7: What? I won't. Banks will tend to object to this plan, since it forces new laws on them and creates a competitor who doesn't have to make money. (Those who survive might actually have to respect their customers.) But if enough people start hear about Social Credit and start thinking we all deserve wealth, the sane bank owners will start to see the virtues of my proposed economic commission.

8: We have no need to borrow money. It doesn't matter if it comes from some bank's magic accounting or out of the government inkwell, we still have to find ways to prevent inflation.

I question the supposed reduction in quality of life for the majority. And I don't quite know what you mean by liberties, since all of this with one exception (or two counting the possible answer to Gresham's Law) seems to fit the supposed moral principle of libertarians.
Well, I can see no point in arguing with you. Your plan has serious flaws which cannot be brushed away with "people will see the value in it, and adopt it." You assume people are rational. They are not. You assume people will subsume their self interest AS THEY SEE IT to the greater good, or to what would actually help them in the short or long term. They will not. If they did, we'd all be fit athletes who didn't smoke.

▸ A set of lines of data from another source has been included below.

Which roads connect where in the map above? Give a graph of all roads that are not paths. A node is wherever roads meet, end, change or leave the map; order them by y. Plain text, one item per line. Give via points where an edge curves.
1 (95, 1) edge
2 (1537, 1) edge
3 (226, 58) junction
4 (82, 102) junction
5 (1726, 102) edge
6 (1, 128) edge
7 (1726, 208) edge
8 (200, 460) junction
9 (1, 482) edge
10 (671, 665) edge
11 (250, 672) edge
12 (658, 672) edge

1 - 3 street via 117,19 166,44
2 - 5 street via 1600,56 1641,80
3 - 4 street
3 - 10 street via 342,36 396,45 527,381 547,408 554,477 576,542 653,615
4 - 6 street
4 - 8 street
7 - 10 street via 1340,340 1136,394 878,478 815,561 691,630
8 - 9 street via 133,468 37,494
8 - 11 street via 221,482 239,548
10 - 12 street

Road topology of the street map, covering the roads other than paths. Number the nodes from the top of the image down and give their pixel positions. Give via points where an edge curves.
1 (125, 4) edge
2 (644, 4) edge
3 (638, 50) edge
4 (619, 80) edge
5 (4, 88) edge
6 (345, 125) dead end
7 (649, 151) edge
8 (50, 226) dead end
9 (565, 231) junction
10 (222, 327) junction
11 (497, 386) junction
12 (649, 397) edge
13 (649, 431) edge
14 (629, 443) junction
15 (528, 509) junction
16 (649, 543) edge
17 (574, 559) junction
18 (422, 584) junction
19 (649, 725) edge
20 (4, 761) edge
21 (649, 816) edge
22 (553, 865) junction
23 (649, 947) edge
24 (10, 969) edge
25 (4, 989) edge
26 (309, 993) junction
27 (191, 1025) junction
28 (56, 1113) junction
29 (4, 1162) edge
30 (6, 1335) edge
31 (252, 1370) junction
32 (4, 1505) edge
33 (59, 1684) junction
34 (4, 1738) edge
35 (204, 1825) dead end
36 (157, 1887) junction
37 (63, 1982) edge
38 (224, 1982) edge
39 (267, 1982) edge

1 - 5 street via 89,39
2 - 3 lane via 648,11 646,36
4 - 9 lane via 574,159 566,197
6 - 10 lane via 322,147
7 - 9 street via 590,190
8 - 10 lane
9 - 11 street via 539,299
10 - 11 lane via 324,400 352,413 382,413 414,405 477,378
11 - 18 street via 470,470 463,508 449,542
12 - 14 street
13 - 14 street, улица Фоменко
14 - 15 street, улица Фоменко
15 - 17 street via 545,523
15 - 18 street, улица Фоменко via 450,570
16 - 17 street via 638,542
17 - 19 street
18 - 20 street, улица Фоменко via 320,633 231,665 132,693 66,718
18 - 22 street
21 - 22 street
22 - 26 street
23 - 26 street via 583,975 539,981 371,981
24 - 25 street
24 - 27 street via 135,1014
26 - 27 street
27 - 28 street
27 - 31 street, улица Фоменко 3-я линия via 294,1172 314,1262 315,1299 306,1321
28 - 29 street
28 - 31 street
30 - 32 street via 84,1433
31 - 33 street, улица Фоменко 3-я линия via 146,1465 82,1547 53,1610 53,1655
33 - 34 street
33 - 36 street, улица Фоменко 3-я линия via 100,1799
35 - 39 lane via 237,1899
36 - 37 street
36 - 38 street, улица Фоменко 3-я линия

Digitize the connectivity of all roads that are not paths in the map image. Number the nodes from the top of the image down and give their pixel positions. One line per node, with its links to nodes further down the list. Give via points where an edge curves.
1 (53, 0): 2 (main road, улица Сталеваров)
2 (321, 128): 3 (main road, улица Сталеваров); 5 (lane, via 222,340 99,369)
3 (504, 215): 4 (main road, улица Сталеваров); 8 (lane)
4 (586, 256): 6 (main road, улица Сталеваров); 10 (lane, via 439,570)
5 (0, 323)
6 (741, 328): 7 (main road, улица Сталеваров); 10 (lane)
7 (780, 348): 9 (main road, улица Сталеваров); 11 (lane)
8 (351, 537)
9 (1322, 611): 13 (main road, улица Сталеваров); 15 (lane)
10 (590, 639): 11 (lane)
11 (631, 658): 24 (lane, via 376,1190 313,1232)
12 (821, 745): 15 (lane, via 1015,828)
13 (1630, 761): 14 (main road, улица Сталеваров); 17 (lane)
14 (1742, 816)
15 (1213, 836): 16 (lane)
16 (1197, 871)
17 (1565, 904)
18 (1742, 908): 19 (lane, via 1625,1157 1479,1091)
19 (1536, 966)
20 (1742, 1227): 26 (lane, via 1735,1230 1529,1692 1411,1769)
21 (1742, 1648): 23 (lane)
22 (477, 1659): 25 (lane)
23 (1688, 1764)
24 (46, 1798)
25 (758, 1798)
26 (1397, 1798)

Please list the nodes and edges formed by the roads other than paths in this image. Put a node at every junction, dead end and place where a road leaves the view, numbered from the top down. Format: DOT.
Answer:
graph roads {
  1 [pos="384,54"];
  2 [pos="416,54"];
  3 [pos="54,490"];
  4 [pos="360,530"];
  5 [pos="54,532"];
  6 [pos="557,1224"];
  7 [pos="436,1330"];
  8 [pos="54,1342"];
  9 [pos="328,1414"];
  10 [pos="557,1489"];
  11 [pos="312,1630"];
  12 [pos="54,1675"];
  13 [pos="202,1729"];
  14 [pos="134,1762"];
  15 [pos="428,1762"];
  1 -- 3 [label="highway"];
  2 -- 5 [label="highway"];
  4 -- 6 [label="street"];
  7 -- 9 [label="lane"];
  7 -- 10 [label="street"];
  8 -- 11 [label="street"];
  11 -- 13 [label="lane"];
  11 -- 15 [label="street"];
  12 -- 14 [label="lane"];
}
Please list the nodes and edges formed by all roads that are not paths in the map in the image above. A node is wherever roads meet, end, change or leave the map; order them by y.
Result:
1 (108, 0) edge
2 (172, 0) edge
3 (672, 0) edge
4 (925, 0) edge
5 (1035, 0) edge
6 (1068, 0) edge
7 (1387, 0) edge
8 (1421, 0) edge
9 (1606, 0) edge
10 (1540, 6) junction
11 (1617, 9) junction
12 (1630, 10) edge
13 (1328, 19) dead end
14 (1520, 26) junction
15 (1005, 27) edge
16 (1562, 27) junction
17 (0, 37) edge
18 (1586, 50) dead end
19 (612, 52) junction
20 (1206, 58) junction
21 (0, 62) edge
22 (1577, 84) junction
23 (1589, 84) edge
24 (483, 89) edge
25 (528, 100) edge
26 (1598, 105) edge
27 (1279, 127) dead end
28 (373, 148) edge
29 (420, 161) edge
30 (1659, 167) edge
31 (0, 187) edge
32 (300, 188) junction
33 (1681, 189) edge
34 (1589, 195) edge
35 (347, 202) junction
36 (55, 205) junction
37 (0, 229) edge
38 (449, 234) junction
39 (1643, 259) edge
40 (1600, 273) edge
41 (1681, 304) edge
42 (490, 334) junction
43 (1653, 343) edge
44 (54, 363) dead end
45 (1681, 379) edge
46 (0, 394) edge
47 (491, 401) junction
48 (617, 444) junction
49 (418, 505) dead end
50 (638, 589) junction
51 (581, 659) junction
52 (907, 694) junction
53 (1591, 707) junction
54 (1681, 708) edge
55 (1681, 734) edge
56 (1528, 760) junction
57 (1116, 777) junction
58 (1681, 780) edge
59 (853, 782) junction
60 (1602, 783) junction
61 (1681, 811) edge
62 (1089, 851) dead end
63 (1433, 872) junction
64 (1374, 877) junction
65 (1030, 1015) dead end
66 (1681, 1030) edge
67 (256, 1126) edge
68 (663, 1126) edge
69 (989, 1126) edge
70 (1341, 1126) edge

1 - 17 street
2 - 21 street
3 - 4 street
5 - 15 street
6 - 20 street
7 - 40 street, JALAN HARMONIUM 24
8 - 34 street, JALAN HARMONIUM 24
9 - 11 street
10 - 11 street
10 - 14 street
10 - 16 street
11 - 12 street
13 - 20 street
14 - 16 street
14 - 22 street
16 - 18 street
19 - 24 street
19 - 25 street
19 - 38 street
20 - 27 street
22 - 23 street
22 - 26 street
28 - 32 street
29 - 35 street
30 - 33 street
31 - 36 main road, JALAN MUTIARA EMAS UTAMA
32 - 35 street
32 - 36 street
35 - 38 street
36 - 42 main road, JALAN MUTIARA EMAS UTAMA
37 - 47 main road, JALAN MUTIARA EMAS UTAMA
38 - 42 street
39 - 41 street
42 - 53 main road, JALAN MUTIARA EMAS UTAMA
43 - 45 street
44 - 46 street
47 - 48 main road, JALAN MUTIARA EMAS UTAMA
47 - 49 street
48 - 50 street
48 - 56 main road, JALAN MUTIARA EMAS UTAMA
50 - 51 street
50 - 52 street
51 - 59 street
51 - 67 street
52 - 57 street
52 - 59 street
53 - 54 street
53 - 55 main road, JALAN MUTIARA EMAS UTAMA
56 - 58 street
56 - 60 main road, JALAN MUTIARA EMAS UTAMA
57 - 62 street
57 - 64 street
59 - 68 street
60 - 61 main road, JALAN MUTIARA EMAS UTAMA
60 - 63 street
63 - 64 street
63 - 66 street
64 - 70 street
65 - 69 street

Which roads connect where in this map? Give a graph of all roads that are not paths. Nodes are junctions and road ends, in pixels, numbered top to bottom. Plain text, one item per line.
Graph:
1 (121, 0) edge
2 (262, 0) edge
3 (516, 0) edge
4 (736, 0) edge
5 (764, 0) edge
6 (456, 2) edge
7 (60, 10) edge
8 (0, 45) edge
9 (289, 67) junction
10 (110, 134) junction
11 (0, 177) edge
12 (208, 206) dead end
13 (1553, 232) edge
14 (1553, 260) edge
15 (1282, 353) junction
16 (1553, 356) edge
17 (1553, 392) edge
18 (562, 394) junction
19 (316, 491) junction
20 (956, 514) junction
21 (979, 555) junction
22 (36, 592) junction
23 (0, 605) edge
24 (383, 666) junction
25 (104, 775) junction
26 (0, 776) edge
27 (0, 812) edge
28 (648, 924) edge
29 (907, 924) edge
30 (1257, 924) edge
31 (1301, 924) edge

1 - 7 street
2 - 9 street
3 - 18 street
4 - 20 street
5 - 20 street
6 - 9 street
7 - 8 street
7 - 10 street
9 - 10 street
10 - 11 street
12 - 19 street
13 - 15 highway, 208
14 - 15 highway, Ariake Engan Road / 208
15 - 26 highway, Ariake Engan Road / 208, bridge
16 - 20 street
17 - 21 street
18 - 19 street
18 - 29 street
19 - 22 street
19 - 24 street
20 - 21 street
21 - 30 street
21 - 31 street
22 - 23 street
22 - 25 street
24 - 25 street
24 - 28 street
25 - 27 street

It's a nice plan. Unfortunately, the number of players who have to work against their self interestas they see it in order for it to be implemented is so startlingly high, it will never get implemented.

But hey, committed dreamers can accomplish a startling amount. Go for it.
Parts of this plan sound like Kurt Vonnegut's first novel, "Player Piano."
Sort of. As I understand it, the government in that book made a strange attempt to stop people from thinking about purpose by assigning make-work. That just pissed people off.
Parts of this plan sound a lot like something Robert Anton Wilson laid out in one of his books; I haven't read him for a while but IIRC it was in one of the volumes of the Cosmic Trigger trilogy. I specifically remember, though, that "automate yourself out of a job and receive a $50,000 pension for life" was a major part of the plan.
I know he put something like this in Schrödinger's Cat. I didn't think it would work without a few changes.